__Task brief__. Begin at the first line of the data and copy each line through the one containing "position:relative; width:577px; height:458px;", that line included, with no pictures.

__Provided records__.
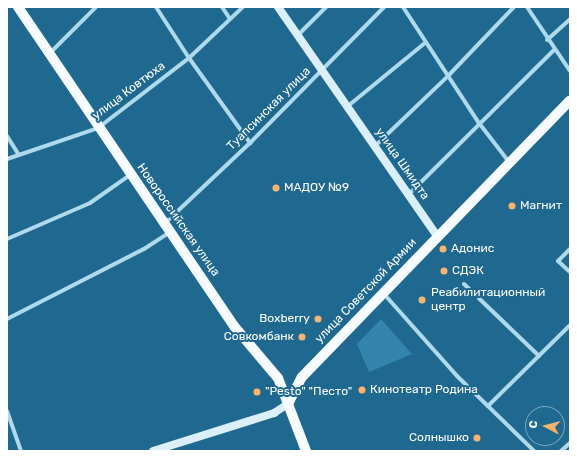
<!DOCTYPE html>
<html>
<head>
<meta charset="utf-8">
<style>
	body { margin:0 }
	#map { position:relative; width:577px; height:458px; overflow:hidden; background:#1f6990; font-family:Rubik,sans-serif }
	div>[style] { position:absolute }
	.green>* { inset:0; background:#3385ae }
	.street>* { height:4px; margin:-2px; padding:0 2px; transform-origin:2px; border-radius:2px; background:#afd9ed }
	.secondary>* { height:8px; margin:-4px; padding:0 4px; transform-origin:4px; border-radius:4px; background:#dbeffa }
	.primary>* { height:10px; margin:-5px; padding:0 5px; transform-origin:5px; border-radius:5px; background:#f5fbff }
	.dots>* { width:11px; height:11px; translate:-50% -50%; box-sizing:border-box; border:2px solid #1f6990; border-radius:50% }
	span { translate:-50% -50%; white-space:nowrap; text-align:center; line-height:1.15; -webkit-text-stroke:4px #1f6990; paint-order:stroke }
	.street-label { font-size:12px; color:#fff }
	.poi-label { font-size:12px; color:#fff }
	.left { translate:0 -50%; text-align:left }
	.right { translate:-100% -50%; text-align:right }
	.frame { position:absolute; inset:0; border:8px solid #fff; pointer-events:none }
	.north { position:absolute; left:525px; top:406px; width:40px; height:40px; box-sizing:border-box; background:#1f6990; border:1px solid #79a5bc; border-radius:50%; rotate:277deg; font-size:11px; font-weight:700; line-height:16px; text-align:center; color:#fff }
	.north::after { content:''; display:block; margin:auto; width:14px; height:18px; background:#fbb46f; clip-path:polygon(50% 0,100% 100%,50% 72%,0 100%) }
</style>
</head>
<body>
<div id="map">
	<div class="green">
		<i style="clip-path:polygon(381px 319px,412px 354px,369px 372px,357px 344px)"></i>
	</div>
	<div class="street">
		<i style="left:156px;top:7px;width:61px;rotate:57.1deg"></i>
		<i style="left:189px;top:58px;width:105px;rotate:54.3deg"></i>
		<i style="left:222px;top:7px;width:14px;rotate:56deg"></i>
		<i style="left:403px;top:7px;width:139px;rotate:56.8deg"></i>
		<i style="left:479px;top:123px;width:49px;rotate:52.4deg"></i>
		<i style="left:527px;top:7px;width:77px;rotate:56.1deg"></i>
		<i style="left:298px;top:35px;width:40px;rotate:-45deg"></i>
		<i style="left:547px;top:40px;width:31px;rotate:-42deg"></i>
		<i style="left:49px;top:54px;width:66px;rotate:-45deg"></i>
		<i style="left:348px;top:106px;width:99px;rotate:-39.3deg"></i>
		<i style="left:7px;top:136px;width:22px;rotate:58deg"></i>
		<i style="left:375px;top:146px;width:101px;rotate:-43.8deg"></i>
		<i style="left:448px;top:76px;width:95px;rotate:-46.3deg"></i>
		<i style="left:7px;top:159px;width:96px;rotate:-18.8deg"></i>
		<i style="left:98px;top:128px;width:115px;rotate:-37.6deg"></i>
		<i style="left:189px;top:58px;width:74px;rotate:-43.4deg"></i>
		<i style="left:409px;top:194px;width:204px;rotate:-44.8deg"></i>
		<i style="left:165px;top:223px;width:117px;rotate:-43.3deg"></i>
		<i style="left:250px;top:143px;width:191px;rotate:-45.4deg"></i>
		<i style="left:7px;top:239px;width:90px;rotate:-23.4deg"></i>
		<i style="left:90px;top:203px;width:49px;rotate:-35deg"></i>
		<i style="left:570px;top:249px;width:17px;rotate:135deg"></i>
		<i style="left:558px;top:261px;width:16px;rotate:43deg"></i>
		<i style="left:464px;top:284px;width:104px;rotate:43.8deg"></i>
		<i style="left:384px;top:294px;width:110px;rotate:48.3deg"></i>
		<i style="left:457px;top:376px;width:107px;rotate:44.2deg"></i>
		<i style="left:7px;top:319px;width:154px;rotate:-27.1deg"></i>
		<i style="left:144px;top:249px;width:31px;rotate:-33deg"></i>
		<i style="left:488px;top:406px;width:115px;rotate:-44.6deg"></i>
		<i style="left:7px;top:411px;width:42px;rotate:70.7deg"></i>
		<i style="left:561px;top:451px;width:12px;rotate:-42deg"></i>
	</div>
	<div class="secondary">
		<i style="left:278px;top:7px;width:279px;rotate:55.2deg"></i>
		<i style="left:153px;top:451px;width:127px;rotate:-17.4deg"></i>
		<i style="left:274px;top:413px;width:17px;rotate:-33deg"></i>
	</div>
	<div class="primary">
		<i style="left:18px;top:7px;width:385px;rotate:55.9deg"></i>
		<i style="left:234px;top:326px;width:68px;rotate:49.8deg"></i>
		<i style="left:278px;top:378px;width:78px;rotate:69deg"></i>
		<i style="left:288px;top:404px;width:30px;rotate:-63deg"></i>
		<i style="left:302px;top:377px;width:385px;rotate:-45.9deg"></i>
	</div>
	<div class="dots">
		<i style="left:276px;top:188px;background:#fbb46f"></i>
		<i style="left:512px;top:206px;background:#fbb46f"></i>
		<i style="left:443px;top:249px;background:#fbb46f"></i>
		<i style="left:444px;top:271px;background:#fbb46f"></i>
		<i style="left:422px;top:300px;background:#fbb46f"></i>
		<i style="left:318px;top:319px;background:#fbb46f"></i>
		<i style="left:302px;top:337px;background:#fbb46f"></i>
		<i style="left:362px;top:390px;background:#fbb46f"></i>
		<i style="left:257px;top:392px;background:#fbb46f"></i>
		<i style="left:477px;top:438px;background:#fbb46f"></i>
	</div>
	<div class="street-label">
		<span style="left:129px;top:91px;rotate:-37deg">улица Ковтюха</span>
		<span style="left:269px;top:109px;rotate:-45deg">Туапсинская улица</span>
		<span style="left:402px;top:164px;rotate:55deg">улица Шмидта</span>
		<span style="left:178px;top:220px;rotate:55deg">Новороссийская улица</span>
		<span style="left:366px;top:291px;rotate:-46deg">улица Советской Армии</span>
	</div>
	<div class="poi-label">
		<span class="left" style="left:284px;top:188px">МАДОУ №9</span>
		<span class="left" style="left:520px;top:206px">Магнит</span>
		<span class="left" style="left:451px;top:249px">Адонис</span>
		<span class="left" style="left:452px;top:271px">СДЭК</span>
		<span class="left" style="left:431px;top:300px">Реабилитационный<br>центр</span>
		<span class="right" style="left:310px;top:319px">Boxberry</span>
		<span class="right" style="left:294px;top:337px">Совкомбанк</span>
		<span class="left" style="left:370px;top:390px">Кинотеатр Родина</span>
		<span class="left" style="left:265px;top:392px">"Pesto" "Песто"</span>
		<span class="right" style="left:469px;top:438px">Солнышко</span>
	</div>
	<div class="frame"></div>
	<div class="north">С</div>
</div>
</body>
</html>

__Output of the exercise__.
<!DOCTYPE html>
<html>
<head>
<meta charset="utf-8">
<style>
	body { margin:0 }
	#map { position:relative; width:577px; height:458px; overflow:hidden; background:#1f6990; font-family:Rubik,sans-serif }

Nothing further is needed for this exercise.